**RECORDS FOR PROCESSING**
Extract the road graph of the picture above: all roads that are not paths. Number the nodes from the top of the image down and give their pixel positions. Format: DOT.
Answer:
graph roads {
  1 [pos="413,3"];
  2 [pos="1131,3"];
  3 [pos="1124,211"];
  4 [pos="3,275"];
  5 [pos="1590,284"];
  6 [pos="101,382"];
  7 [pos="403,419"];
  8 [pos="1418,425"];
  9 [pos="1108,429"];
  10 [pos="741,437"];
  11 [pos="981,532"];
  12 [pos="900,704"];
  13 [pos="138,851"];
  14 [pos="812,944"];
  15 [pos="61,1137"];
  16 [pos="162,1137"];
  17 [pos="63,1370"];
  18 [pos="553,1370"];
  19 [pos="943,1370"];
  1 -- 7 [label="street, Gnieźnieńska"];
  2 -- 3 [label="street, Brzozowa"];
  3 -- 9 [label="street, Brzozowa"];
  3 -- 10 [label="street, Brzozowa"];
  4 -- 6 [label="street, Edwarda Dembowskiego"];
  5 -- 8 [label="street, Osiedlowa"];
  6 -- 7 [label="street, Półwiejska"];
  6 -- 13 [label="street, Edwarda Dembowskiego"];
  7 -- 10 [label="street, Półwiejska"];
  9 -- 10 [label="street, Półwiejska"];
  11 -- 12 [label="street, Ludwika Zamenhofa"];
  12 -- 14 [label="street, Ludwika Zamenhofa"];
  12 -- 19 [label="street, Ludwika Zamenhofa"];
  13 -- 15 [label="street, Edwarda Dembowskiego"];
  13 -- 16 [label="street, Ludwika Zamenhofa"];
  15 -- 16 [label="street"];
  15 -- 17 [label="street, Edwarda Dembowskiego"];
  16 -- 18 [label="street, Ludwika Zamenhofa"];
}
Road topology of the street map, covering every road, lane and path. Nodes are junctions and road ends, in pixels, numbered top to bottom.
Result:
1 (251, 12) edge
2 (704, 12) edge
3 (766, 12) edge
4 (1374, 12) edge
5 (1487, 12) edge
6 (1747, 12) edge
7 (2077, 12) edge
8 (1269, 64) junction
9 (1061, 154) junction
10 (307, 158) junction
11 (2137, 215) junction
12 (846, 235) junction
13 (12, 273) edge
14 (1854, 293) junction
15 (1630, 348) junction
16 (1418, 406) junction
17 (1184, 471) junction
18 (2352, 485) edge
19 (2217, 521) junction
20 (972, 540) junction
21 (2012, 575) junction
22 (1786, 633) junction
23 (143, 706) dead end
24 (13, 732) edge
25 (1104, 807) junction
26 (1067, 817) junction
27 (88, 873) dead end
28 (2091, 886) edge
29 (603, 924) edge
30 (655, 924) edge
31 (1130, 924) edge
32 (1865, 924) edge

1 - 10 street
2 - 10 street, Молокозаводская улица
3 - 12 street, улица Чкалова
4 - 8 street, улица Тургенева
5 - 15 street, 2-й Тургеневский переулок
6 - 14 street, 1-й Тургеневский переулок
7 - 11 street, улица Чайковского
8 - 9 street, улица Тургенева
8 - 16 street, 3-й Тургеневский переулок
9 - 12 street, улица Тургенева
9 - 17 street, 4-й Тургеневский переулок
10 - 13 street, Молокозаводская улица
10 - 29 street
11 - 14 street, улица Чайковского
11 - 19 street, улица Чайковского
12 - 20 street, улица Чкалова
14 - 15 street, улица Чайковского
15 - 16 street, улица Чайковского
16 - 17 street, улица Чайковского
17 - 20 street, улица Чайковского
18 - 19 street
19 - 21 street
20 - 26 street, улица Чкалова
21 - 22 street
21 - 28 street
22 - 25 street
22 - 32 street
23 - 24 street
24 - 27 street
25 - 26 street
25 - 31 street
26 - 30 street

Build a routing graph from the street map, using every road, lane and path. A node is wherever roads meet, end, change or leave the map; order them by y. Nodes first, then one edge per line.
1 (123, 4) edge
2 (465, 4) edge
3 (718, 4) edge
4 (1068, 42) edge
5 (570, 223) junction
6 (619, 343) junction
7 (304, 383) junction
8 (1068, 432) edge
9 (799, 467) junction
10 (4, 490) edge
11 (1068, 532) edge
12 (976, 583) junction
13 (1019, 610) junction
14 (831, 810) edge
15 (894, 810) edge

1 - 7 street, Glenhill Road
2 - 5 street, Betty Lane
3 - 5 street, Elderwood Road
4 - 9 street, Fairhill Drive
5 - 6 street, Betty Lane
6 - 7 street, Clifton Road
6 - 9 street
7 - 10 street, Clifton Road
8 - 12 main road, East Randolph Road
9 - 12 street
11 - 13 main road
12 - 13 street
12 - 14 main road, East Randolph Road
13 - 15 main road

**EXERCISE**
In the data above, repeat exactly each line from the first through the line that contains "Road topology of", and give nothing else.

**FINISHED TASK**
Extract the road graph of the picture above: all roads that are not paths. Number the nodes from the top of the image down and give their pixel positions. Format: DOT.
Answer:
graph roads {
  1 [pos="413,3"];
  2 [pos="1131,3"];
  3 [pos="1124,211"];
  4 [pos="3,275"];
  5 [pos="1590,284"];
  6 [pos="101,382"];
  7 [pos="403,419"];
  8 [pos="1418,425"];
  9 [pos="1108,429"];
  10 [pos="741,437"];
  11 [pos="981,532"];
  12 [pos="900,704"];
  13 [pos="138,851"];
  14 [pos="812,944"];
  15 [pos="61,1137"];
  16 [pos="162,1137"];
  17 [pos="63,1370"];
  18 [pos="553,1370"];
  19 [pos="943,1370"];
  1 -- 7 [label="street, Gnieźnieńska"];
  2 -- 3 [label="street, Brzozowa"];
  3 -- 9 [label="street, Brzozowa"];
  3 -- 10 [label="street, Brzozowa"];
  4 -- 6 [label="street, Edwarda Dembowskiego"];
  5 -- 8 [label="street, Osiedlowa"];
  6 -- 7 [label="street, Półwiejska"];
  6 -- 13 [label="street, Edwarda Dembowskiego"];
  7 -- 10 [label="street, Półwiejska"];
  9 -- 10 [label="street, Półwiejska"];
  11 -- 12 [label="street, Ludwika Zamenhofa"];
  12 -- 14 [label="street, Ludwika Zamenhofa"];
  12 -- 19 [label="street, Ludwika Zamenhofa"];
  13 -- 15 [label="street, Edwarda Dembowskiego"];
  13 -- 16 [label="street, Ludwika Zamenhofa"];
  15 -- 16 [label="street"];
  15 -- 17 [label="street, Edwarda Dembowskiego"];
  16 -- 18 [label="street, Ludwika Zamenhofa"];
}
Road topology of the street map, covering every road, lane and path. Nodes are junctions and road ends, in pixels, numbered top to bottom.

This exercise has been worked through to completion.